Martina, entusiasmada, saca el celular de su bandolera de mezclilla y acepta la
videollamada.
—¿Cuánto les falta para llegar? —pregunta Matías apenas su hija presiona “responder”.
—No sé bien, pero dice mamá que falta un rato todavía.
—Alejandra hizo ensalada rusa, y cuando ustedes avisen que están a menos de una hora,
pongo la carne en el fuego.
—Dale, pá.
—Hola, Mati, justo hablábamos de vos —dice Sofía sonriendo, sin dejar de mirar la
carretera.
—Hola, amor. ¿De qué hablaban de mí? ¿Algo malo?
—No, papi. ¿Te acordás de cuando la otra noche nos contabas que les habías dicho a tus
alumnos que en Uruguay existió la pena de muerte?
—Claro, sí, hasta los primeros años del siglo veinte.
—Fui a comprar pan y las bebidas porque mamá se olvidó de traerlas de Montevideo, y
paramos en un almacén. Reconocí a la señora que me mostraste en el video; no me acuerdo
el nombre, pero era la señora de la familia del oro.
—¿La bisnieta de doña Luisa?

—Sí, pero no me atreví a preguntarle.
—No tengo idea de qué hablan —dice entre risas Sofía.
—Después me contás bien. Ahora voy a ayudar a mi hermana, las estamos esperando.
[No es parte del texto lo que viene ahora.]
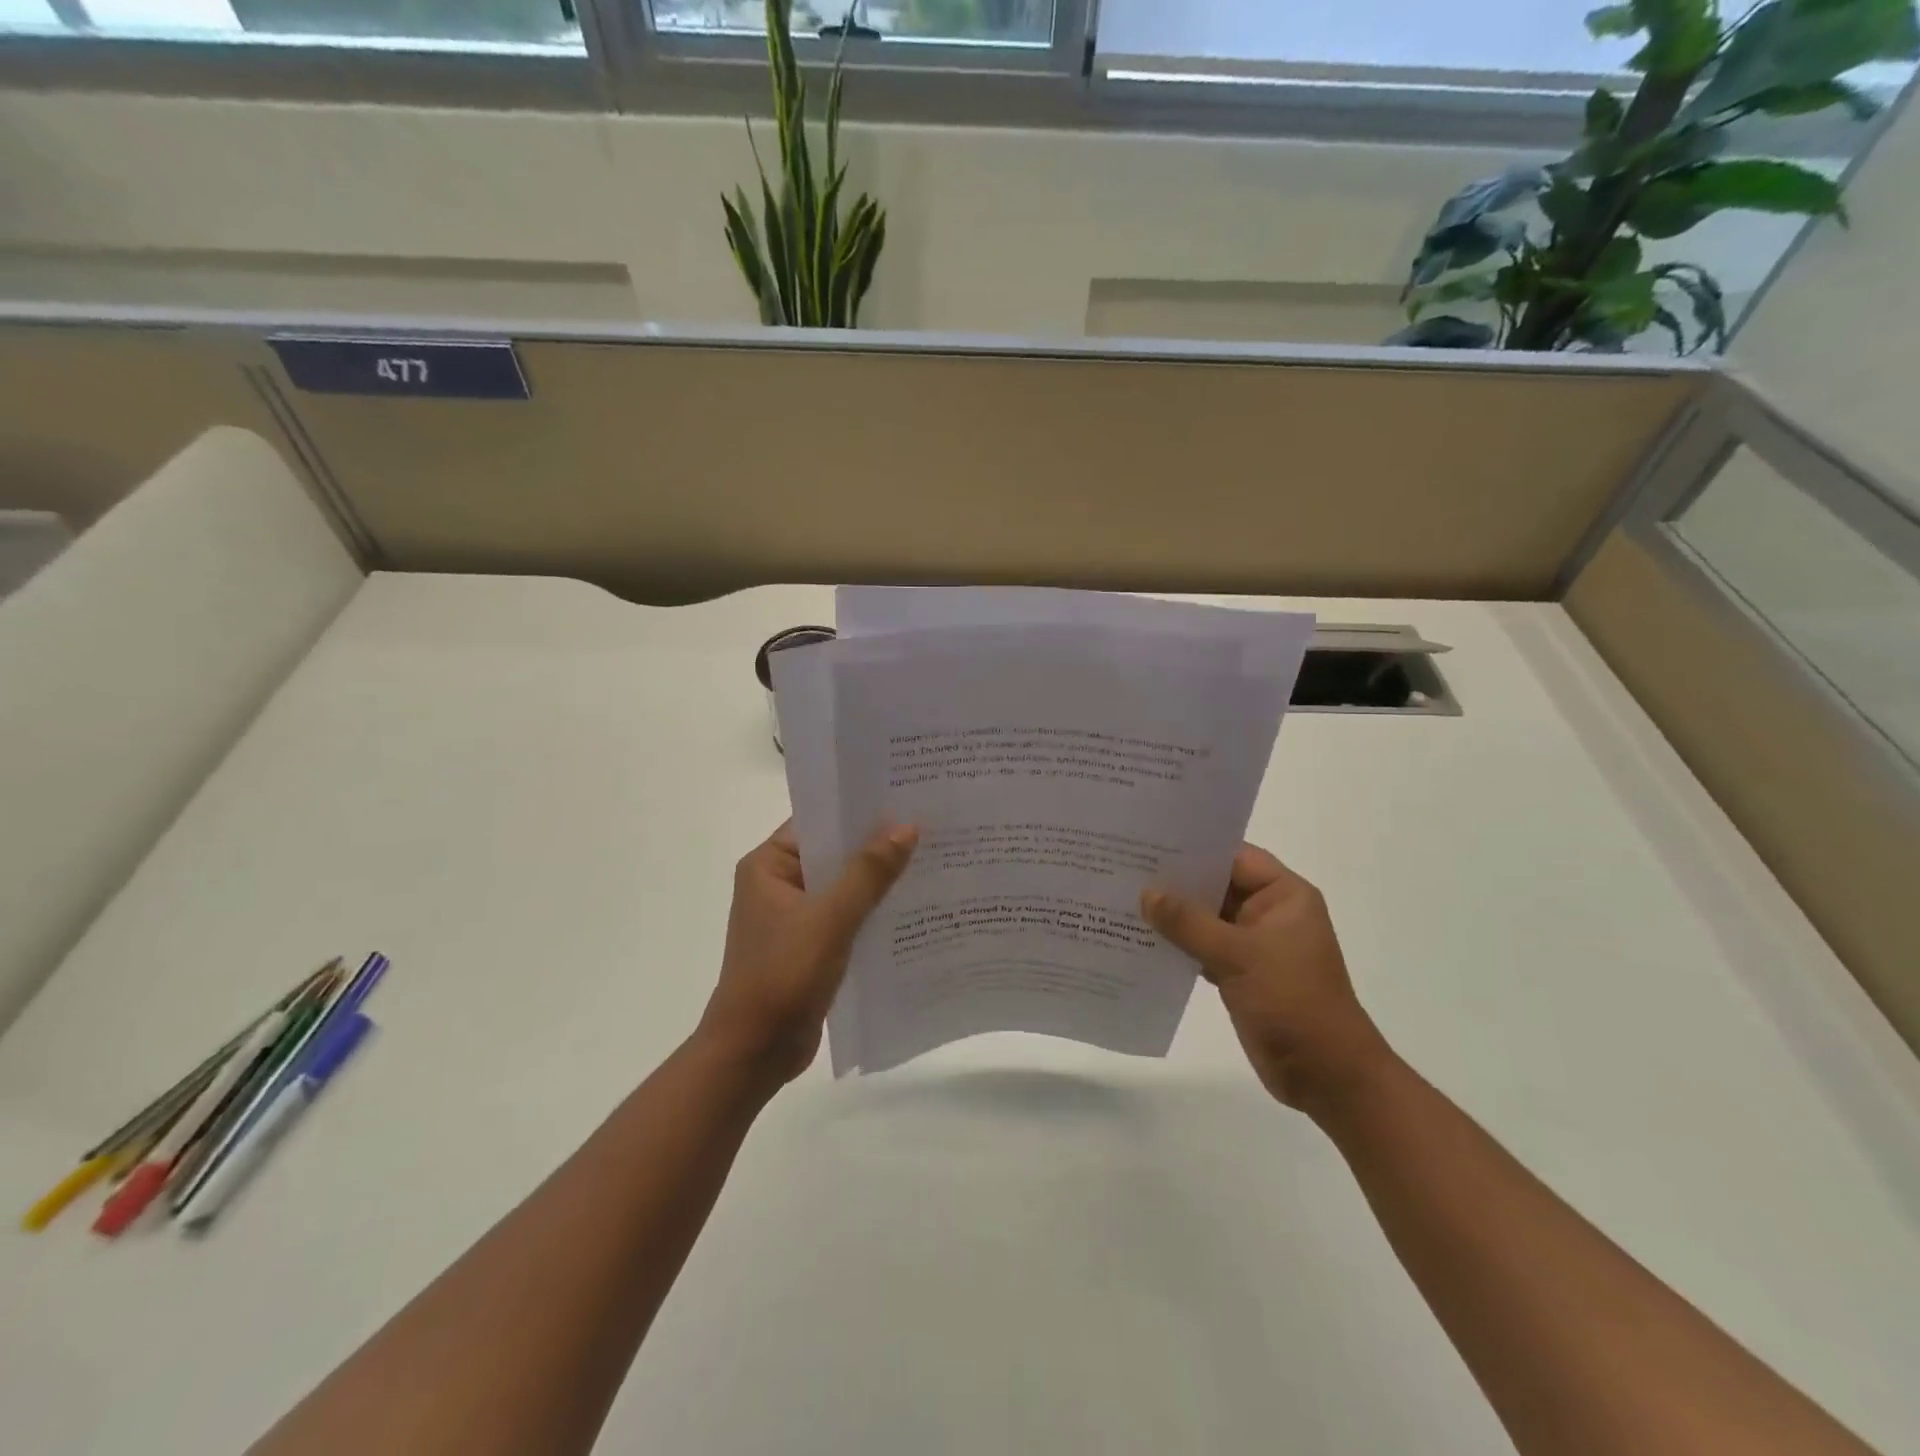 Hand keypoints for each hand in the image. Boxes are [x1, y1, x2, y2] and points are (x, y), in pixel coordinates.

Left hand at [698, 820, 917, 1085]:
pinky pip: (846, 916)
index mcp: (768, 865)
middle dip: (877, 845)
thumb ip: (869, 872)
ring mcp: (794, 917)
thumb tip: (906, 827)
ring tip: (931, 860)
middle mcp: (778, 883)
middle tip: (929, 826)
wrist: (754, 1053)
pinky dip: (873, 911)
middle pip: (834, 853)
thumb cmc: (783, 975)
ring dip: (878, 880)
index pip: (818, 822)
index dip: (859, 810)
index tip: (904, 797)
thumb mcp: (830, 919)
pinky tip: (912, 907)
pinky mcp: (809, 945)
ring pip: (843, 886)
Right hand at [1142, 845, 1390, 1110]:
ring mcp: (1254, 945)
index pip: (1234, 857)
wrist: (1326, 1076)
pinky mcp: (1240, 974)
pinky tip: (1141, 939)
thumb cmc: (1292, 1002)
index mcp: (1284, 896)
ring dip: (1173, 915)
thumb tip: (1146, 893)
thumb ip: (1188, 922)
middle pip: (1216, 885)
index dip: (1194, 848)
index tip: (1148, 841)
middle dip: (1176, 881)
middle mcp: (1269, 913)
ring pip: (1206, 919)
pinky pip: (1202, 947)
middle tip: (1124, 867)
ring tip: (1124, 898)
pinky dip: (1178, 944)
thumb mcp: (1238, 955)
No
se olviden de avisar para que ponga la carne.
—Dale, pá. —Martina le tira un beso a Matías; este le responde igual, y Sofía agrega un
“nos vemos pronto, amor” antes de que Martina corte la llamada.
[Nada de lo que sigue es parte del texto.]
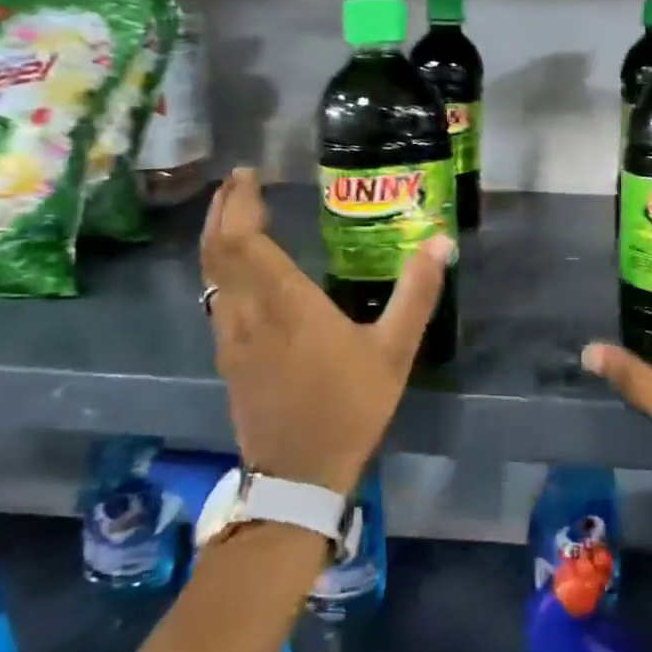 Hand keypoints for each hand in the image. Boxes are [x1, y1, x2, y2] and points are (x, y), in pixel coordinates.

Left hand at [200, 169, 452, 493]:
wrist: (299, 476)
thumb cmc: (349, 407)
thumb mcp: (395, 349)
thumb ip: (417, 292)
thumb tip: (441, 240)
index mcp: (285, 304)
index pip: (242, 241)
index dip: (239, 203)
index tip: (249, 175)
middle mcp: (247, 314)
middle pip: (216, 251)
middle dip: (222, 211)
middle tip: (239, 183)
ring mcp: (230, 338)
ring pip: (209, 275)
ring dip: (217, 238)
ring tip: (237, 215)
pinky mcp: (228, 358)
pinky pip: (215, 298)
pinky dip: (221, 269)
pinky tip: (241, 270) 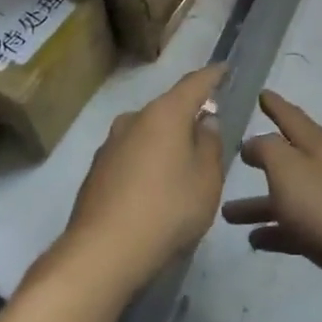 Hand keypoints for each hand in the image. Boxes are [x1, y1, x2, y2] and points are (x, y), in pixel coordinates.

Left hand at [53, 65, 225, 297]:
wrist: (102, 253)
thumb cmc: (167, 210)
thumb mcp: (207, 180)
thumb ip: (210, 145)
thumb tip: (205, 122)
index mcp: (165, 114)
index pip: (194, 84)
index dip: (212, 75)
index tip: (224, 68)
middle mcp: (133, 119)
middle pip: (168, 109)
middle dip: (188, 117)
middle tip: (208, 134)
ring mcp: (110, 145)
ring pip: (147, 134)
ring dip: (166, 143)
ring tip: (182, 169)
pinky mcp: (96, 171)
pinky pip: (131, 156)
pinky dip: (147, 164)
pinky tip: (155, 191)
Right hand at [222, 92, 321, 310]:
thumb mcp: (288, 169)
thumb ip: (266, 150)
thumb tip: (252, 142)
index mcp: (316, 145)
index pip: (291, 116)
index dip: (275, 104)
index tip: (261, 93)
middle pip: (287, 158)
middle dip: (261, 157)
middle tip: (234, 156)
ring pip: (287, 195)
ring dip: (258, 203)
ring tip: (227, 213)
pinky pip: (296, 227)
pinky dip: (276, 231)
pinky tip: (254, 240)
—¿De qué señora del oro hablaban ustedes? —pregunta Sofía.
—Papá me contó que acá en Uruguay hubo pena de muerte, pero cuando llegó la
presidencia de Batlle y Ordóñez se terminó eso, y ahora no existe más.
—Eso me acuerdo, pero lo del oro no sé qué decís.
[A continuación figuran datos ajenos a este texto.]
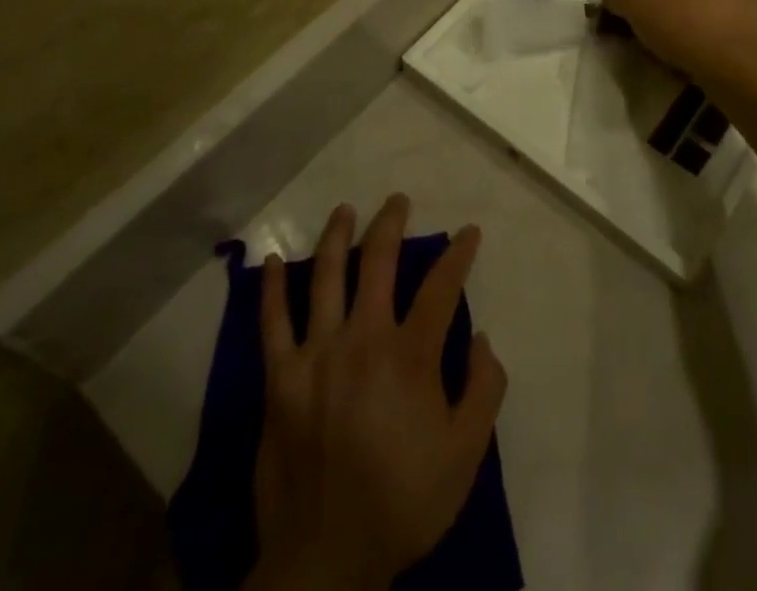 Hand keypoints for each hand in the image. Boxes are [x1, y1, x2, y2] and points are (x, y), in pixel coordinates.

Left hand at [249, 196, 506, 590]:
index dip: (458, 254)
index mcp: (410, 355)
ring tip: (346, 210)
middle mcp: (363, 339)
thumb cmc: (402, 503)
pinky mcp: (281, 378)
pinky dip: (273, 288)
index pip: (441, 286)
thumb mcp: (465, 455)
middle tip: (398, 201)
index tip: (468, 232)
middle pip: (379, 262)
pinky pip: (272, 323)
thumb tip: (480, 337)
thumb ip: (483, 390)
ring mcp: (317, 354)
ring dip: (338, 236)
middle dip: (391, 224)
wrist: (326, 559)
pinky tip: (275, 260)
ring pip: (328, 276) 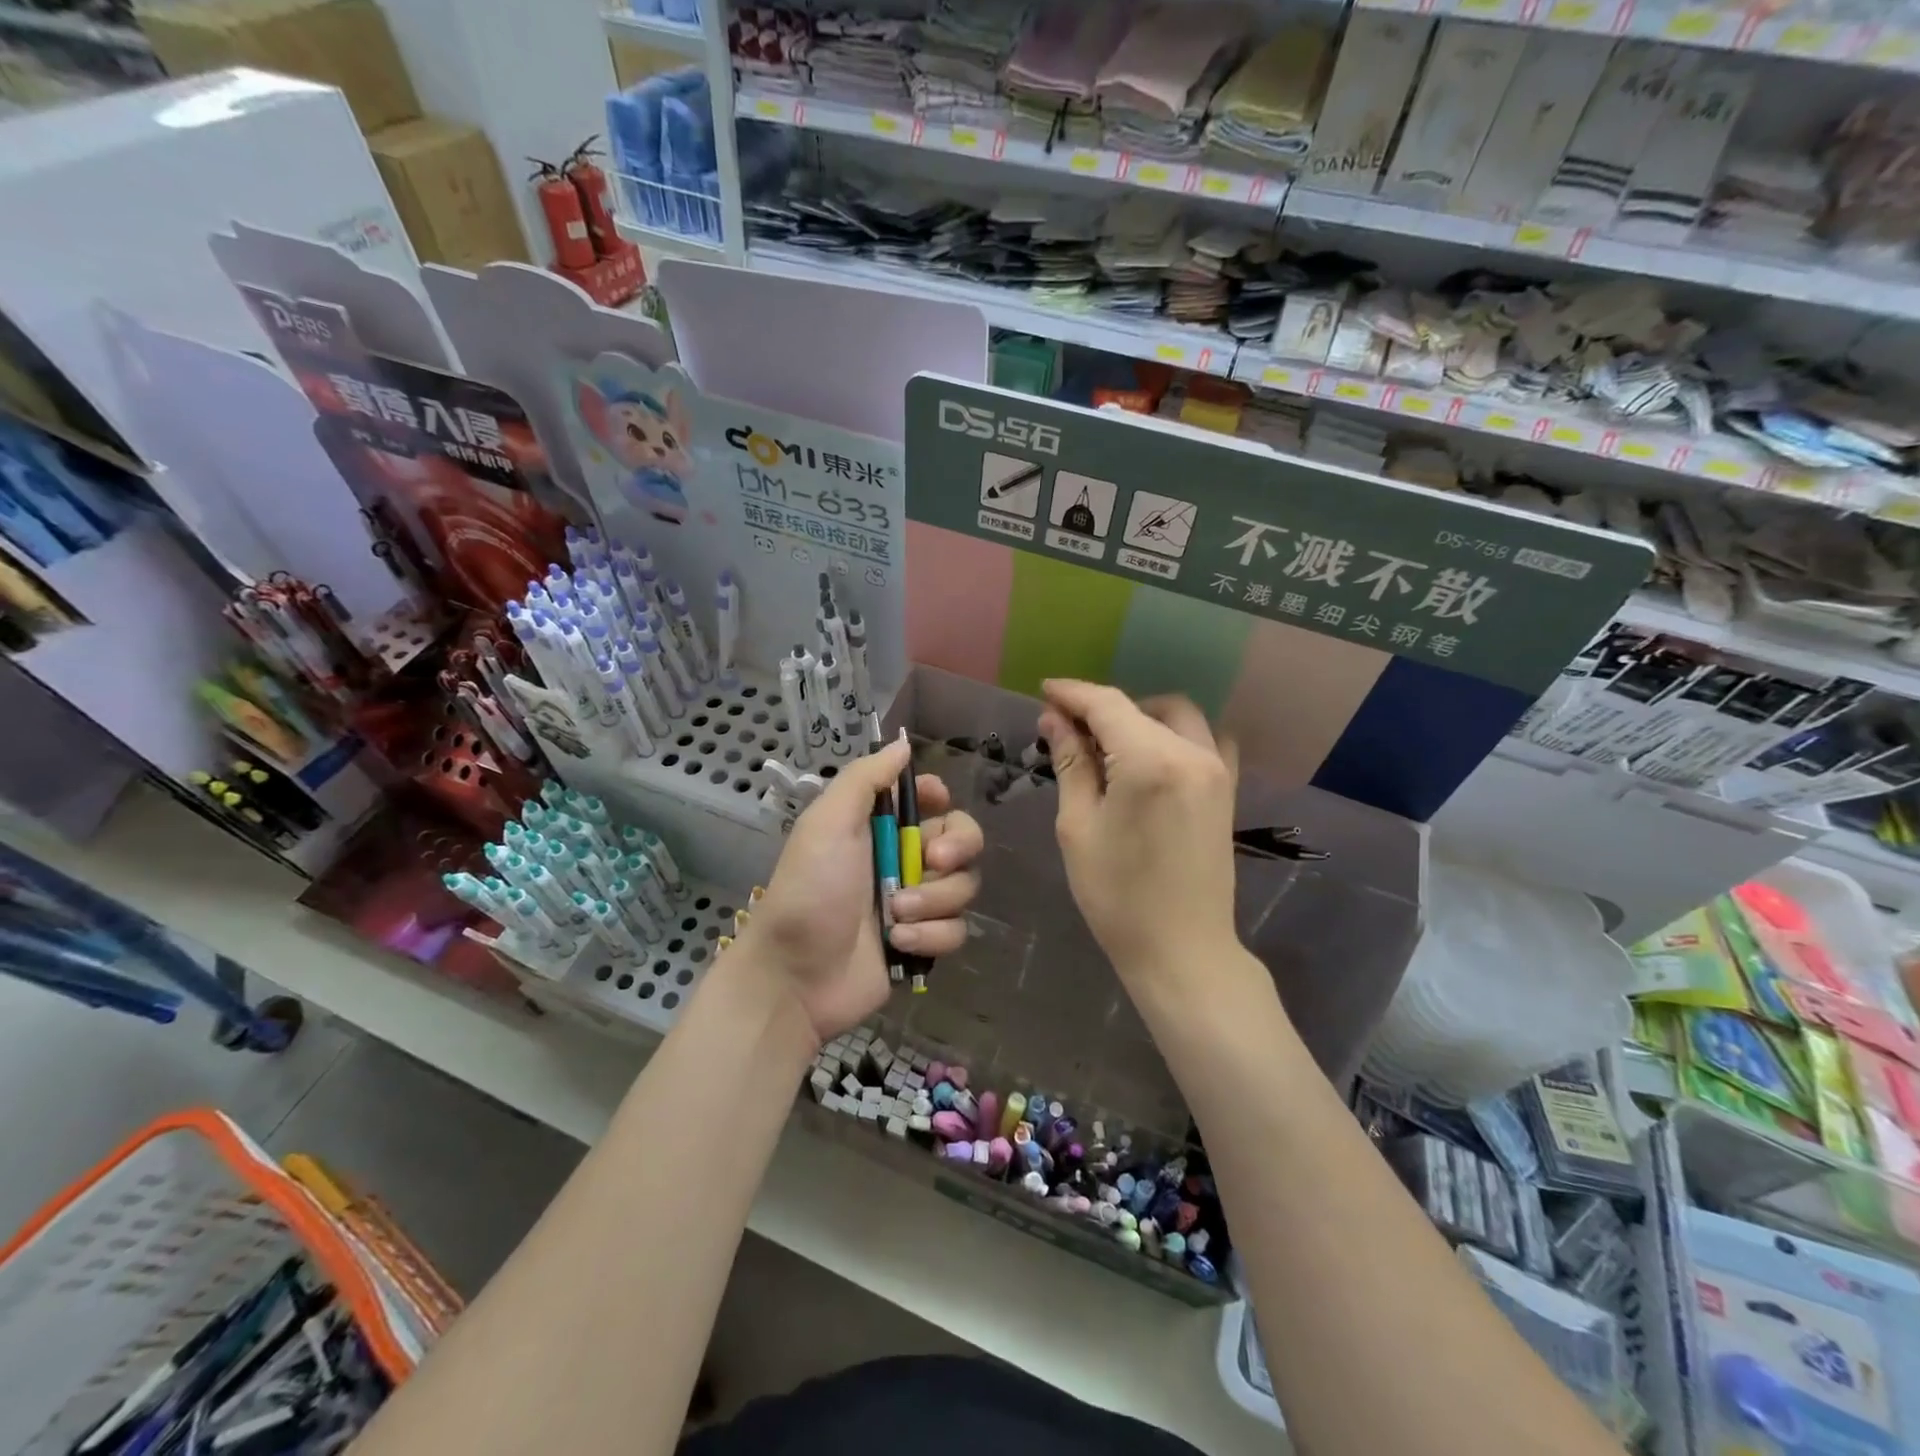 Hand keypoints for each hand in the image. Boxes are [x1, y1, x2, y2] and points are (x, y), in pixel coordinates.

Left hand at [741, 735, 983, 1041]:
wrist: (795, 977)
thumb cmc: (810, 891)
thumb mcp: (828, 823)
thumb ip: (865, 779)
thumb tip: (901, 744)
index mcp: (877, 828)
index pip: (927, 800)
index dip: (939, 798)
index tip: (936, 803)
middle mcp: (901, 860)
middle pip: (962, 840)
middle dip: (956, 848)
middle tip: (934, 860)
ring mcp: (915, 903)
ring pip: (963, 886)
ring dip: (933, 899)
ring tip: (895, 915)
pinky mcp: (923, 942)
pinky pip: (955, 929)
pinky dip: (930, 935)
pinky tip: (897, 944)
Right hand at [1037, 680, 1239, 985]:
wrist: (1182, 950)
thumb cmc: (1117, 895)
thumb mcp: (1079, 826)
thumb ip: (1071, 763)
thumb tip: (1055, 719)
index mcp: (1151, 761)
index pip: (1107, 705)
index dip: (1073, 694)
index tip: (1045, 692)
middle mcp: (1192, 753)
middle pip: (1143, 706)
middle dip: (1104, 707)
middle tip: (1070, 729)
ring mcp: (1217, 770)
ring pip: (1177, 716)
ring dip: (1140, 717)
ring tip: (1107, 745)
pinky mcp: (1227, 789)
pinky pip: (1205, 739)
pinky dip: (1174, 734)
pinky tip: (1150, 758)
—La señora del almacén es esta —dice Martina, busca en YouTube, muestra la imagen, y
Sofía rápidamente mira y vuelve los ojos a la carretera. Entonces Martina continúa—: Su
bisabuela fue asesinada junto a su bisabuelo y un niño que criaban, creo, o que era hijo de
ellos… o empleado, no sé. Sé que tenía diez años el niño. Los mataron porque querían
setecientas monedas de oro que se suponía que el señor de la casa tenía. Nunca las
encontraron, pero los mataron a los tres, y el tío abuelo de la señora del almacén fue quien
descubrió a su familia asesinada.
—Qué horror, pobre hombre.
—Sí. Vos estabas con el Zoom del trabajo cuando papá me lo contó, por eso no oíste todo.
Pero los culpables fueron condenados a muerte y los mataron fusilados ahí, en Maldonado,
donde mataron a la familia. Nunca se encontró ese oro, pero quedó ese dolor siempre, de
que mataron a esa familia ahí justito donde pasamos. Bueno, no sé si justito ahí, pero ahí
mismo vive la bisnieta hoy en día.
—Fusilados… qué lindas historias te cuenta Matías.
—Pero, mamá, no son historias: es historia. Eso pasó en la vida real. En el colegio nunca lo
vimos. Si no me lo dice papá y no veo el video que te mostré, no sabía que hubo pena de
muerte en mi país.
—Debería seguir habiendo —opina, suspirando, Sofía.
—No, mamá, yo pienso que no. Al final de cuentas, la muerte no es castigo: es el final de la
vida. Y esa persona que hizo algo malo no aprende nada de lo que hizo. Es mejor el

encierro, que da tiempo a pensar, arrepentirse, aprender de lo que hiciste… y bueno,
también es castigo.
—Me cerrás la boca vos. En serio, ¿tenés doce años?
—Eso dijiste vos —responde riendo Martina, y agrega bromeando—: dijiste que nací el 27
de agosto hace doce años, y yo confío en tu palabra.
—Qué triste lo que me contaste. Porque eliminar a toda una familia solo por setecientos
pedazos de metal, ¿no?
—Es verdad. Los fusilaron ahí mismo, porque en esa época no tenían la misma prensa que
hoy. Entonces querían que el pueblo supiera que se cumplía con lo que se había dicho. Y
debe haber sido triste para la familia de los malos también, porque seguramente tenían
mamá o papá o hermanos, y los iban a matar con fecha y hora.
—Es difícil, sí. Es muy difícil.
—¿Cuánto falta para llegar a lo de la tía? —preguntó Martina tras varios minutos de
silencio, pensando en la bisabuela de la señora del almacén.
—Avisale a papá que estamos a un poco más de media hora.